Re: that transatlantic tone

From:

Peter Riley <[log in to unmask]>

Reply-To:

Peter Riley <[log in to unmask]>

Date:

Mon, 9 Apr 2001 18:35:56 +0100

Content-Type:

text/plain

Parts/Attachments:

Parts/Attachments

text/plain (52 lines)

>Peter, how would you define skilled as opposed to de-skilled poetry?

I don't think you can. I wouldn't want to get involved in such
distinctions, which are almost bound to turn out corrupt (on either side).
In music you have  an instrument which you have to master, including the
voice. The anti-skilled music I was referring to did, at the extreme,
involve literally leaving the guitar at home. Because if the thing is there
it demands a skill, it's made that way, though some people did also try to
play instruments avoiding any skills they had.

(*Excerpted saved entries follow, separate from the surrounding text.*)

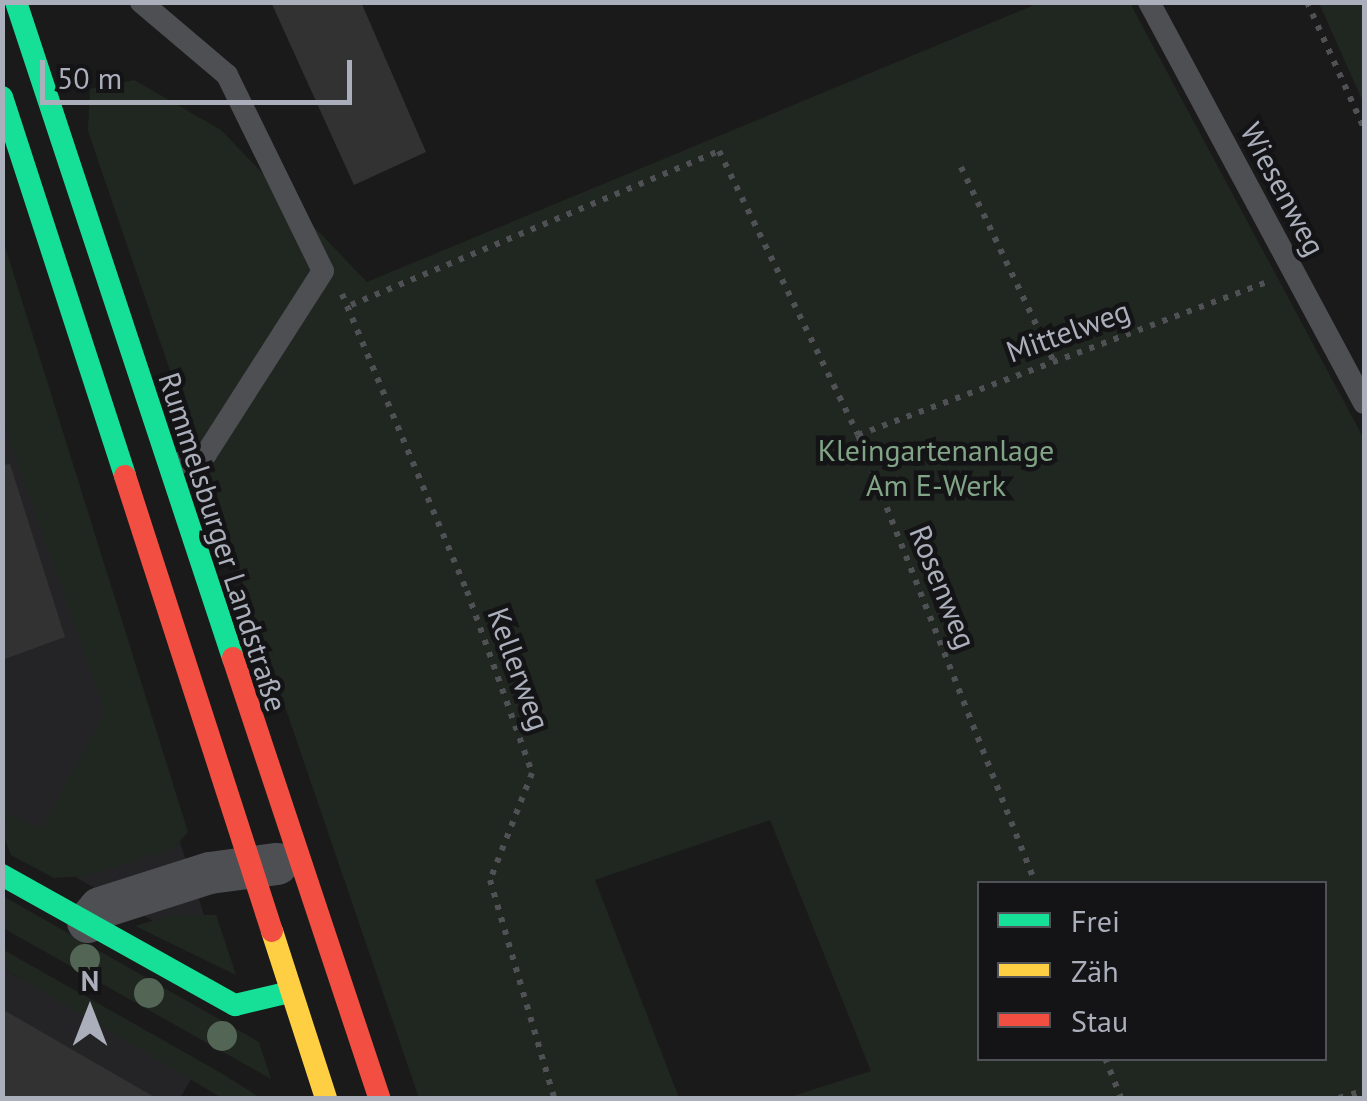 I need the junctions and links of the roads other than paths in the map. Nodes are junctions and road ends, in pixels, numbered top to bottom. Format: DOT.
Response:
graph roads {
  1 [pos="16,2"];
  2 [pos="141,2"];
  3 [pos="1149,2"];
  4 [pos="2,98"];
  5 [pos="1364,403"];
  6 [pos="168,468"];
  7 [pos="297,858"];
  8 [pos="250,872"];
  9 [pos="2,874"];
  10 [pos="88,922"];
  11 [pos="290,992"];
  12 [pos="326,1098"];
  13 [pos="379,1098"];
  1 -- 6 [label="main road, Rummelsburger Landstraße"];
  2 -- 6 [label="lane"];
  3 -- 5 [label="lane, Wiesenweg"];
  4 -- 8 [label="main road"];
  6 -- 7 [label="main road, Rummelsburger Landstraße"];
  7 -- 8 [label="street"];
  7 -- 13 [label="main road, Rummelsburger Landstraße"];
  8 -- 10 [label="street"];
  8 -- 11 [label="main road"];
  9 -- 10 [label="main road"];
  10 -- 11 [label="main road"];
  11 -- 12 [label="main road"];
} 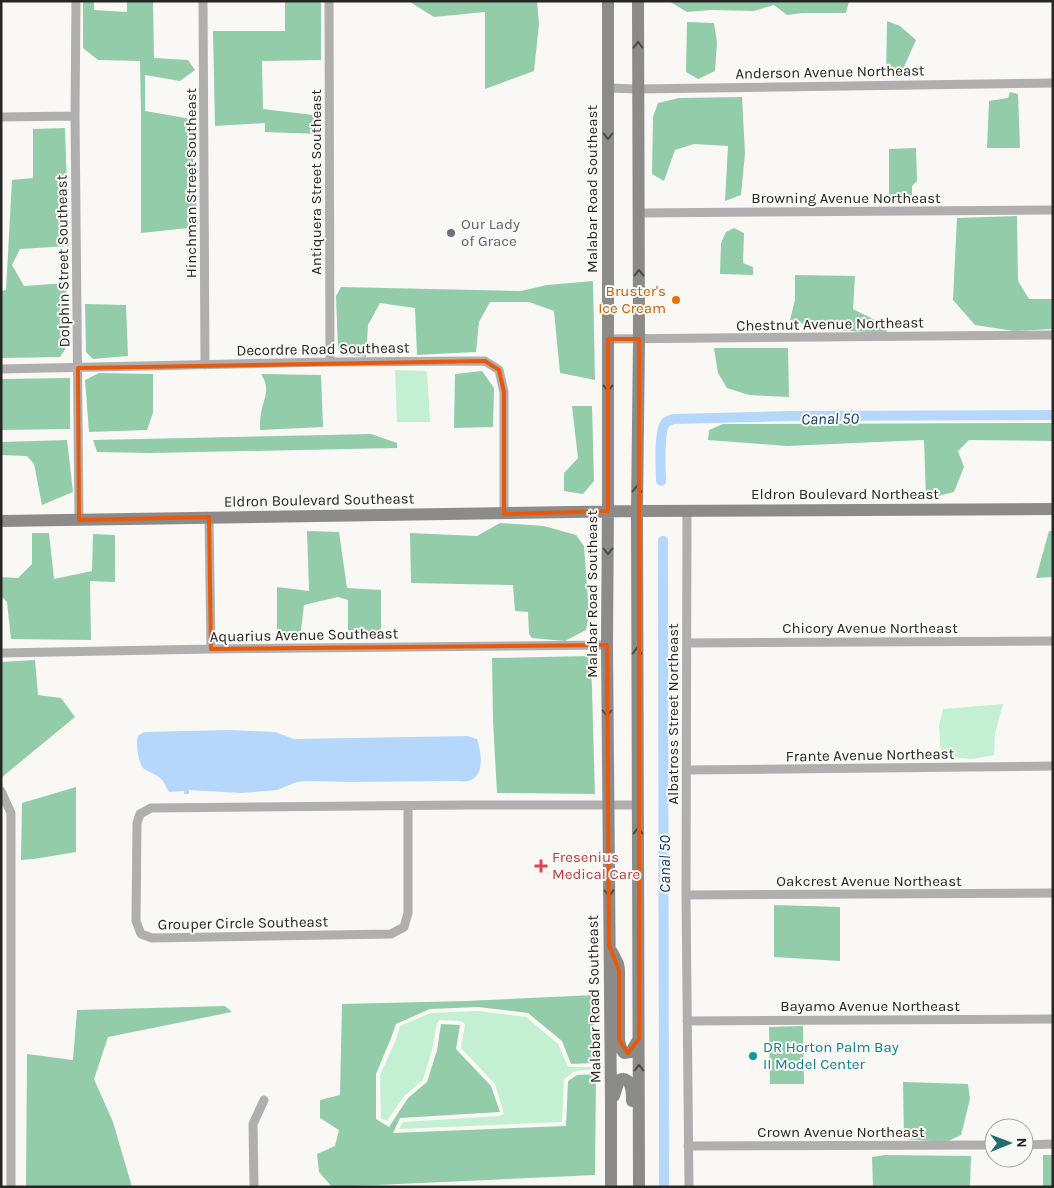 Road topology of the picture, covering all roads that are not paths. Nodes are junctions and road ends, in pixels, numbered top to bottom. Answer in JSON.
{"nodes":[{"id":1,"x":76,"y":1,"type":"edge"},
{"id":2,"x":204,"y":1,"type":"edge"},
{"id":3,"x":330,"y":1,"type":"edge"},
{"id":4,"x":608,"y":1,"type":"edge"},
{"id":5,"x":638,"y":1,"type":"edge"},
{"id":6,"x":1053,"y":83,"type":"edge"},
{"id":7,"x":608,"y":88,"type":"junction"},
{"id":8,"x":638,"y":88,"type":"junction"},
{"id":9,"x":75,"y":116,"type":"junction"},
{"id":10,"x":1,"y":117,"type":"edge"},
{"id":11,"x":1053,"y":210,"type":"edge"},
{"id":12,"x":639,"y":213,"type":"junction"},
{"id":13,"x":1053,"y":335,"type":"edge"},
{"id":14,"x":608,"y":339,"type":"junction"},
{"id":15,"x":639,"y":339,"type":"junction"},
{"id":16,"x":330,"y":362,"type":"junction"},
{"id":17,"x":205,"y":365,"type":"junction"},
{"id":18,"x":78,"y":368,"type":"junction"},
{"id":19,"x":1,"y":369,"type":"edge"},
{"id":20,"x":1053,"y":509,"type":"edge"},
{"id":21,"x":637,"y":511,"type":"junction"},
{"id":22,"x":687,"y":511,"type":"junction"},
{"id":23,"x":608,"y":512,"type":"junction"},
{"id":24,"x":504,"y":514,"type":"junction"},
{"id":25,"x":209,"y":518,"type":"junction"},
{"id":26,"x":79,"y":520,"type":"junction"},
{"id":27,"x":1,"y":521,"type":"edge"},
{"id":28,"x":1053,"y":640,"type":"edge"},
{"id":29,"x":687,"y":643,"type":"junction"},
{"id":30,"x":607,"y":645,"type":"junction"},
{"id":31,"x":211,"y":649,"type":"junction"},
{"id":32,"x":1,"y":653,"type":"edge"},
{"id":33,"x":1053,"y":766,"type":"edge"},
{"id":34,"x":687,"y":770,"type":"junction"},
{"id":35,"x":1,"y":790,"type":"edge"},
{"id":36,"x":608,"y":805,"type":"junction"},
{"id":37,"x":638,"y":805,"type":"junction"},
{"id":38,"x":408,"y":806,"type":"junction"},
{"id":39,"x":1053,"y":893,"type":"edge"},
{"id":40,"x":686,"y":895,"type":"junction"},
{"id":41,"x":609,"y":945,"type":"junction"},
{"id":42,"x":1053,"y":1019,"type":"edge"},
{"id":43,"x":687,"y":1021,"type":"junction"},
{"id":44,"x":639,"y":1039,"type":"junction"},
{"id":45,"x":6,"y":1065,"type":"edge"},
{"id":46,"x":264,"y":1100,"type":"dead end"},
{"id":47,"x":611,"y":1105,"type":"junction"},
{"id":48,"x":1053,"y":1144,"type":"edge"},
{"id":49,"x":984,"y":1145,"type":"edge"},
{"id":50,"x":1034,"y":1145,"type":"edge"},
{"id":51,"x":688,"y":1146,"type":"junction"},
{"id":52,"x":611,"y":1185,"type":"edge"},
{"id":53,"x":639,"y":1185,"type":"edge"},
{"id":54,"x":11,"y":1187,"type":"edge"},
{"id":55,"x":254,"y":1187,"type":"edge"},
{"id":56,"x":688,"y":1187,"type":"edge"}],
"edges":[{"from":1,"to":9,"type":"street","name":"Dolphin Street Southeast"},
{"from":2,"to":17,"type":"street","name":"Hinchman Street Southeast"},
{"from":3,"to":16,"type":"street","name":"Antiquera Street Southeast"},
{"from":4,"to":7,"type":"main road","name":"Malabar Road Southeast"},
{"from":8,"to":5,"type":"main road","one_way":true},
{"from":6,"to":8,"type":"street","name":"Anderson Avenue Northeast"},
{"from":7,"to":8,"type":"street","name":"Anderson Avenue Northeast"},
{"from":7,"to":14,"type":"main road","name":"Malabar Road Southeast","one_way":true},
{"from":8,"to":12,"type":"main road"},
{"from":9,"to":10,"type":"street"},
{"from":9,"to":18,"type":"street","name":"Dolphin Street Southeast"},
{"from":11,"to":12,"type":"street","name":"Browning Avenue Northeast"},
{"from":15,"to":12,"type":"main road","one_way":true},
{"from":13,"to":15,"type":"street","name":"Chestnut Avenue Northeast"},
{"from":14,"to":15,"type":"street","name":"Chestnut Avenue Northeast"},
{"from":14,"to":23,"type":"main road","name":"Malabar Road Southeast","one_way":true},
{"from":21,"to":15,"type":"main road","one_way":true},
{"from":16,"to":17,"type":"street","name":"Decordre Road Southeast"},
{"from":16,"to":24,"type":"street","name":"Decordre Road Southeast"},
{"from":17,"to":18,"type":"street","name":"Decordre Road Southeast"},
{"from":18,"to":19,"type":"street","name":"Decordre Road Southeast"},
{"from":18,"to":26,"type":"street","name":"Dolphin Street Southeast"},
{"from":20,"to":22,"type":"main road","name":"Eldron Boulevard Northeast"},
{"from":21,"to":22,"type":"main road","name":"Eldron Boulevard Northeast"},
{"from":21,"to":23,"type":"main road","name":"Eldron Boulevard Southeast"},
{"from":37,"to":21,"type":"main road","one_way":true},
{"from":22,"to":29,"type":"street","name":"Albatross Street Northeast"},
{"from":23,"to":24,"type":"main road","name":"Eldron Boulevard Southeast"},
{"from":23,"to":30,"type":"main road","name":"Malabar Road Southeast","one_way":true},
{"from":24,"to":25,"type":"main road","name":"Eldron Boulevard Southeast"},
{"from":25,"to":26,"type":"main road","name":"Eldron Boulevard Southeast"},
{"from":25,"to":31,"type":"street"},
{"from":26,"to":27,"type":"main road","name":"Eldron Boulevard Southeast"},
{"from":28,"to":29,"type":"street","name":"Chicory Avenue Northeast"},
{"from":29,"to":34,"type":"street","name":"Albatross Street Northeast"},
{"from":30,"to":31,"type":"street","name":"Aquarius Avenue Southeast"},
{"from":30,"to":36,"type":"main road","name":"Malabar Road Southeast","one_way":true},
{"from":31,"to":32,"type":"street","name":"Aquarius Avenue Southeast"},
{"from":33,"to":34,"type":"street","name":"Frante Avenue Northeast"},
{"from":34,"to":40,"type":"street","name":"Albatross Street Northeast"},
{"from":35,"to":45,"type":"street"},
{"from":36,"to":37,"type":"street","name":"Grouper Circle Southeast"},
{"from":36,"to":38,"type":"street","name":"Grouper Circle Southeast"},
{"from":36,"to":41,"type":"main road","name":"Malabar Road Southeast","one_way":true},
{"from":44,"to":37,"type":"main road","one_way":true},
{"from":38,"to":38,"type":"street","name":"Grouper Circle Southeast"},
{"from":39,"to":40,"type":"street","name":"Oakcrest Avenue Northeast"},
{"from":40,"to":43,"type":"street","name":"Albatross Street Northeast"},
{"from":41,"to":44,"type":"main road"},
{"from":41,"to":47,"type":"main road","name":"Malabar Road Southeast"},
{"from":42,"to":43,"type":"street","name":"Bayamo Avenue Northeast"},
{"from":43,"to":51,"type":"street","name":"Albatross Street Northeast"},
{"from":53,"to":44,"type":"main road","one_way":true},
{"from":45,"to":54,"type":"street"},
{"from":46,"to":55,"type":"street"},
{"from":47,"to":52,"type":"main road","name":"Malabar Road Southeast"},
{"from":47,"to":53,"type":"main road"},
{"from":48,"to":50,"type":"street"},
{"from":49,"to":51,"type":"street","name":"Crown Avenue Northeast"},
{"from":51,"to":56,"type":"street","name":"Albatross Street Northeast"}]} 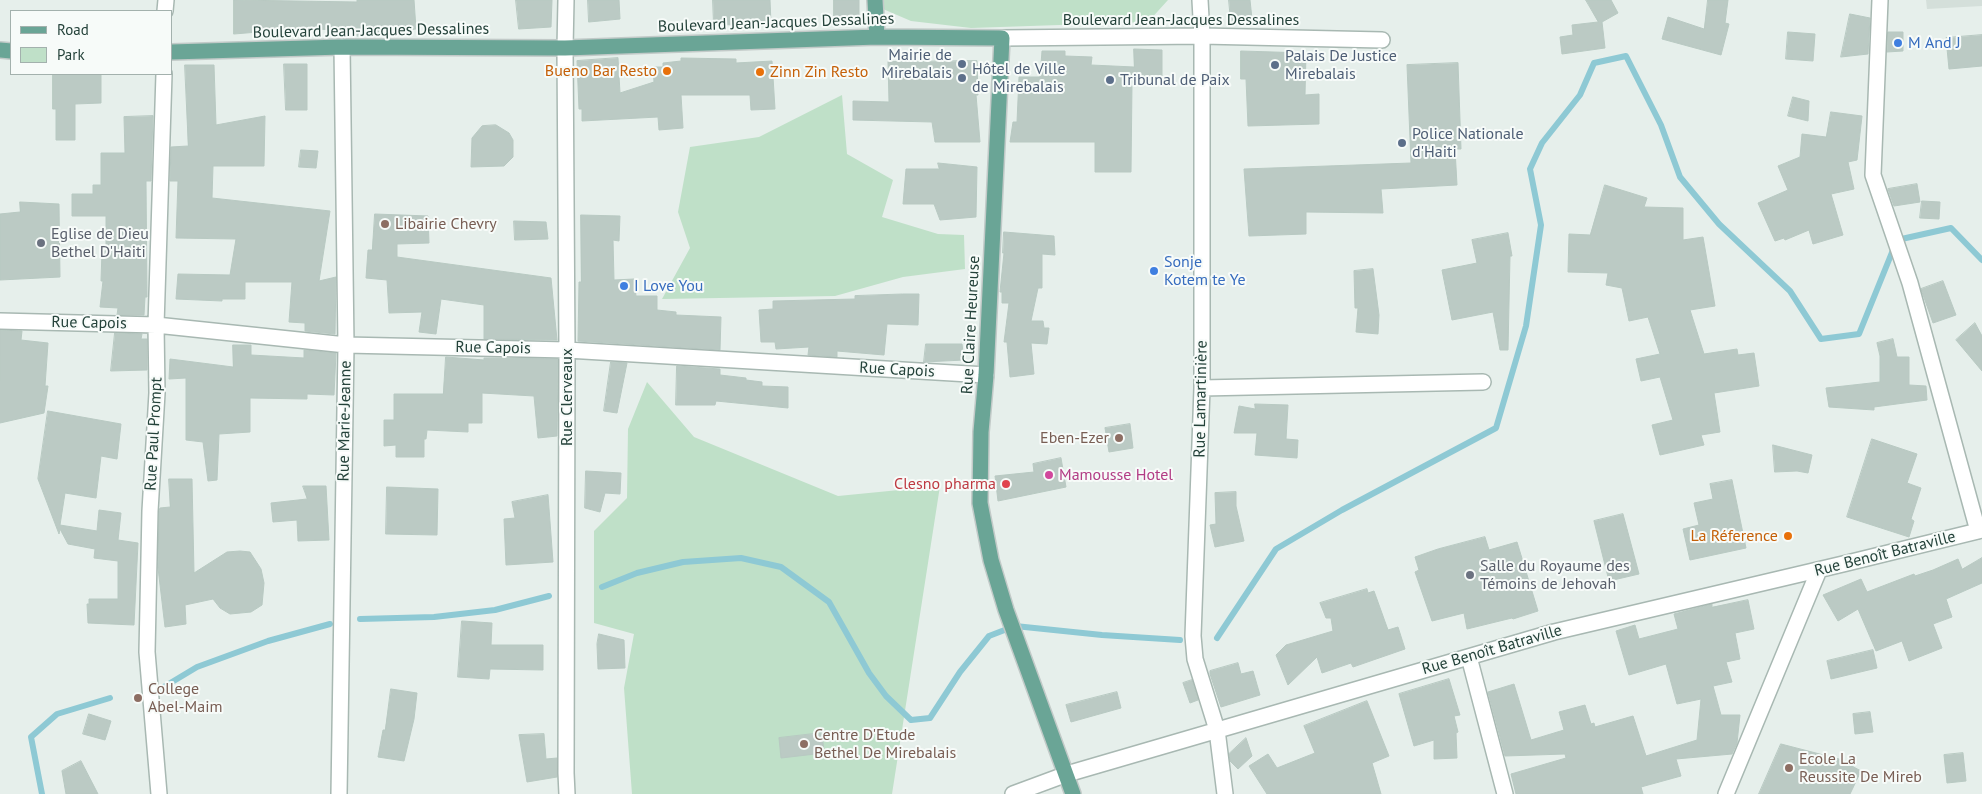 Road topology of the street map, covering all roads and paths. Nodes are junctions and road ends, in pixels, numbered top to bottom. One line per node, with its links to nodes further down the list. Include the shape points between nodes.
1 (566, 0): 10 (street, Rue Clerveaux)
2 (875, 0): 6 (main road)
3 (1200, 0): 5 (street, Rue Lamartinière)
4 (1880, 0): 20 (street, via 1873,166 1876,186 1910,283)
5 (1202, 36): 7 (street, Boulevard Jean-Jacques Dessalines); 8 (street, Boulevard Jean-Jacques Dessalines); 19 (street, Rue Lamartinière)
6 (876, 37): 7 (main road, Boulevard Jean-Jacques Dessalines); 10 (main road, Boulevard Jean-Jacques Dessalines)
7 (1002, 38): 17 (main road, Rue Claire Heureuse)
8 (1382, 40)
9 (342, 47): 10 (main road, Boulevard Jean-Jacques Dessalines); 11 (main road, Boulevard Jean-Jacques Dessalines); 15 (street, Rue Marie-Jeanne)
10 (565, 48): 16 (street, Rue Clerveaux)
11 (172, 52)
12 (164, 75): 14 (street, Rue Paul Prompt)
13 (0, 321): 14 (street, Rue Capois)
14 (156, 325): 15 (street, Rue Capois); 25 (street, Rue Paul Prompt, via 157,393 147,652)
15 (346, 345): 16 (street, Rue Capois); 26 (street, Rue Marie-Jeanne)
16 (567, 350): 17 (street, Rue Capois); 27 (street, Rue Clerveaux)
17 (986, 375): 24 (main road, Rue Claire Heureuse, via 980,503 990,560)
18 (1483, 382): 19 (street)
19 (1202, 388): 23 (street, Rue Lamartinière, via 1194,649)
20 (1980, 530): 21 (street, Rue Benoît Batraville)
21 (1819, 570): 22 (street, Rue Benoît Batraville, via 1554,632); 32 (street)
22 (1469, 657): 23 (street, Rue Benoît Batraville); 31 (street)
23 (1216, 730): 24 (street, Rue Benoît Batraville); 30 (street, Rue Lamartinière)
24 (1067, 774): 28 (street, Rue Benoît Batraville); 29 (main road, Rue Claire Heureuse)
25 (159, 794)
26 (338, 794)
27 (567, 794)
28 (1013, 794)
29 (1074, 794)
30 (1225, 794)
31 (1505, 794)
32 (1726, 794) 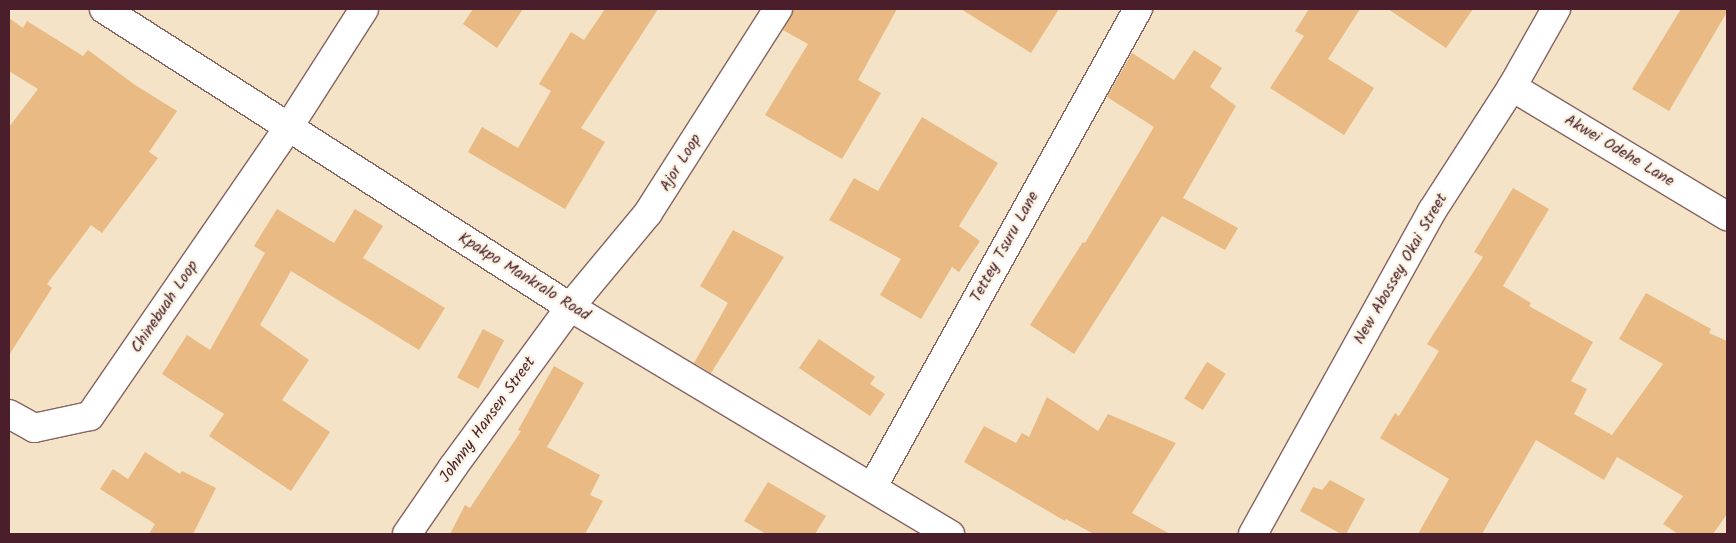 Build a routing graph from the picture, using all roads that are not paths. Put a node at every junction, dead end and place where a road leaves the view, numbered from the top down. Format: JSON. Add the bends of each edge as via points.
{"nodes":[{"id":1,"x":104,"y":9,"type":"edge"},
{"id":2,"x":364,"y":9,"type":"edge"},
{"id":3,"x":778,"y":9,"type":"edge"},
{"id":4,"x":1138,"y":9,"type":"edge"},
{"id":5,"x":1556,"y":9,"type":"edge"},
{"id":6,"x":1512,"y":87,"type":"junction"},
{"id":7,"x":288,"y":128,"type":"junction"},
{"id":8,"x":1727,"y":216,"type":"edge"},
{"id":9,"x":570,"y":307,"type":"junction"},
{"id":10,"x":9,"y":414,"type":"edge"},
{"id":11,"x":873,"y":486,"type":"junction"},
{"id":12,"x":407,"y":534,"type":"edge"},
{"id":13,"x":950,"y":534,"type":"edge"},
{"id":14,"x":1253,"y":534,"type":"edge"}],
"edges":[{"from":1,"to":7,"type":"street","name":"Kpakpo Mankralo Road"},
{"from":2,"to":7,"type":"street","name":"Chinebuah Loop"},
{"from":3,"to":9,"type":"street","name":"Ajor Loop","via":[[648,213]]},
{"from":4,"to":11,"type":"street","name":"Tettey Tsuru Lane"},
{"from":5,"to":6,"type":"street","name":"New Abossey Okai Street"},
{"from":6,"to":8,"type":"street","name":"Akwei Odehe Lane"},
{"from":6,"to":14,"type":"street","name":"New Abossey Okai Street","via":[[1432,211]]},
{"from":7,"to":9,"type":"street","name":"Kpakpo Mankralo Road"},
{"from":7,"to":10,"type":"street","name":"Chinebuah Loop","via":[[90,416],[34,428]]},
{"from":9,"to":11,"type":"street","name":"Kpakpo Mankralo Road"},
{"from":9,"to":12,"type":"street","name":"Johnny Hansen Street","via":[[452,467]]},
{"from":11,"to":13,"type":"street","name":"Kpakpo Mankralo Road"}]}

The "instrument" of poetry, language, is everywhere, it surrounds us, all
our senses respond to it constantly. I don't see that you can have "skill"
in it except by usage, and I can't see that a poetic skill in language
would be different in kind from any other language skill.  You can get
subtle in it, you can study and practice and get fluent with its echoes and
its delicacies, but I doubt if anyone ever does that deliberately, you just
grow into its climate as you read and write.  (and I suppose you could
"de-skill" yourself from this if you thought for some ideological reason
you needed to). You can also get a studied delimiting ability so that, for
instance, you start to reproduce the tones and modes of address of the ways
of writing poetry which win competition prizes these days, or count as
innovative, but that's the lowest form of skill.  People can just enter
this business for the first time and be right there, with the instrument
finely tuned, their only training being that of living through a language,
which is a moral thing.

"making an imaginative object with an eye to the medium's inherent history
and an ear for musical harmony" -- would suit me fine, but it strikes me as
more a retrospective account of what has taken place than a description of
a skill.  And that "history" seems to reach people quite indirectly
sometimes, as if it's just in the air.   You want to be "educated" but the
way things have spread out, any eduction routine is dangerously partial,
except  I suppose the appeal to some final sense of possibility,  the big
liberal spaces which are in such danger of getting enclosed.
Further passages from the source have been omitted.